The Interview Question You Should Always Ask
9:36 AM Tuesday January 27, 2009
by Peter Bregman
Captain Greg Davis is an outstanding fishing guide. I went out with him early one morning off the coast of Savannah, GA and came back a few hours later with several fish like the one in the picture. Most other guides came back that morning with nothing.
What makes Greg such a remarkable guide? If you were hiring guides, could you predict he would be a star?
Those of us who run businesses, departments, or teams are faced with this question all the time. How can we distinguish the stars from the merely competent? Of all the candidates whose resumés we receive, how do we place our bet on the one who will stand out from the rest?
On January 15th, 2009, Captain C.B. Sullenberger made an emergency landing of his 50-ton passenger aircraft, softly gliding it onto the Hudson River in New York City, saving the lives of all 155 people on board. Miraculous? Or predictable?
What do we know about Captain Sullenberger? If you were looking for a new pilot, could you have predicted he would have the skill, the presence, the leadership to become the star he is today?
Earlier in my career I spent four years working in a management consulting company creating models to use in hiring people. Our clients, mostly large public companies, spent hundreds of thousands of dollars on research we performed in their companies to predict who would be a star performer.
Here was our process: we interviewed both star and average performers in a client company and identified the characteristics that distinguished the stars from the rest. Then we helped the company interview people and hire the ones who fit the model.
Sounds reasonable. But it’s not. It’s tremendously expensive and time-consuming. It requires intensive interviews that demand a great deal of skill; it’s only as effective as the person doing the interviewing and hiring. And even if you have the money, time, and skill, you end up hiring past stars, not future ones.

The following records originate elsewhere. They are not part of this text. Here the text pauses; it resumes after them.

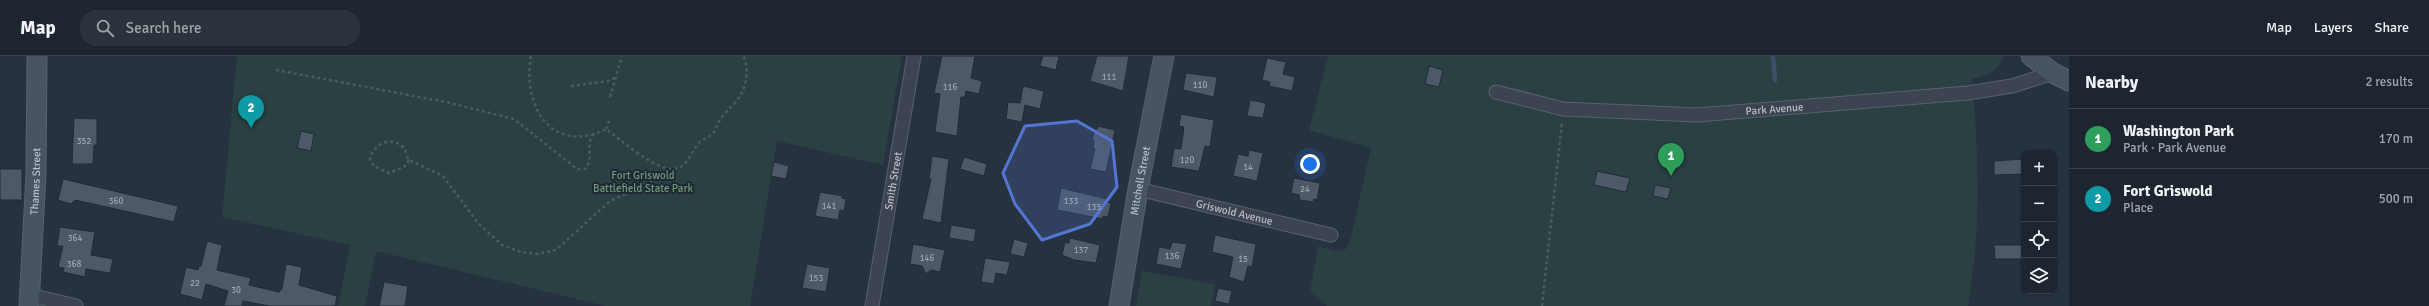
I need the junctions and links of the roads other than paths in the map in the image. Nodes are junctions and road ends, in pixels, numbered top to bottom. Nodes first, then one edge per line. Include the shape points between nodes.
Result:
1 (37, 56) edge
2 (914, 56) edge
3 (1164, 56) edge
4 (2031, 56) edge
5 (2061, 77) edge
6 (1496, 92) dead end
7 (1138, 189) junction
8 (1331, 235) dead end
9 (29, 301) edge
10 (76, 306) edge
11 (872, 306) edge
12 (1119, 306) edge

1 - 9 street, Thames Street via 36,174
2 - 11 street, Smith Street
3 - 7 street, Mitchell Street
4 - 5 street
5 - 6 street, Park Avenue via 1968,93 1696,115 1563,109
7 - 8 street, Griswold Avenue
7 - 12 street, Mitchell Street
9 - 10 street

Some would argue, as Malcolm Gladwell does in his excellent New Yorker article, Most Likely to Succeed, that the only thing that predicts success in a job is actual success in that job,. That’s why financial services firms hire close to ten times the number of analysts they need and then, a year or two later, keep the ones who succeed and let the others go. Of course, that’s even more expensive and time-consuming than our modeling process.
There is a much cheaper, easier way to raise the odds of finding your Captain Sullenberger, and it’s rarely factored into the selection process. After you have narrowed the pool of applicants down to those with the skills, experience, and knowledge to do the job, ask each candidate one question:
What do you do in your spare time?
In Captain Sullenberger’s case, the first clue that he would become Captain Sullenberger the hero is that, in his teens, when most of his friends were getting their driver’s licenses, he got his pilot’s license. What did he do for fun? He flew glider planes. Which is basically what he did when he landed in the Hudson River with no engines. Extracurricular activities? He was an Accident Investigator for the Air Line Pilots Association and worked with federal aviation officials to improve training and methods for evacuating aircraft in emergencies.
As a boy, he built model aircraft carriers with tiny planes on them, careful to paint every last piece. Perhaps that attention to detail explains why he walked through the cabin twice, making sure no one was left behind before he escaped the sinking plane himself.
But here’s the thing: given his personality, it is unlikely you would have discovered any of this without asking directly about it. When Michael Balboni, New York State’s deputy secretary for public safety, thanked him for a job done brilliantly, he responded in the most unaffected, humble way, “That’s what we’re trained to do.”
Even if you had learned about all of Captain Sullenberger’s activities, you might have considered his obsession dysfunctional. Wouldn’t you rather hire someone well rounded? Someone who has interests beyond the particular? Someone who might be a better communicator?
But people are often successful not despite their dysfunctions but because of them. Obsessions are one of the greatest telltale signs of success. Understand a person’s obsessions and you will understand her natural motivation. The thing for which she would walk to the end of the earth.
Not all jobs are as clear-cut as being a pilot. What if you were hiring a receptionist? What spare-time activities would suggest to you that a candidate might be a star?
Well, what do star receptionists do? Don’t think of all the million things they might do. Just think of the one or two most important things. Perhaps the best ones are super friendly and well organized. Well, if a candidate likes to spend his spare time alone reading a book, he probably won’t be your star. But if he throws a dinner party once a week, you’ll know you’ve got a winner.
Greg Davis, my friend the fishing guide, is on the water fishing with clients six days a week. Can you guess what he does on his one day off?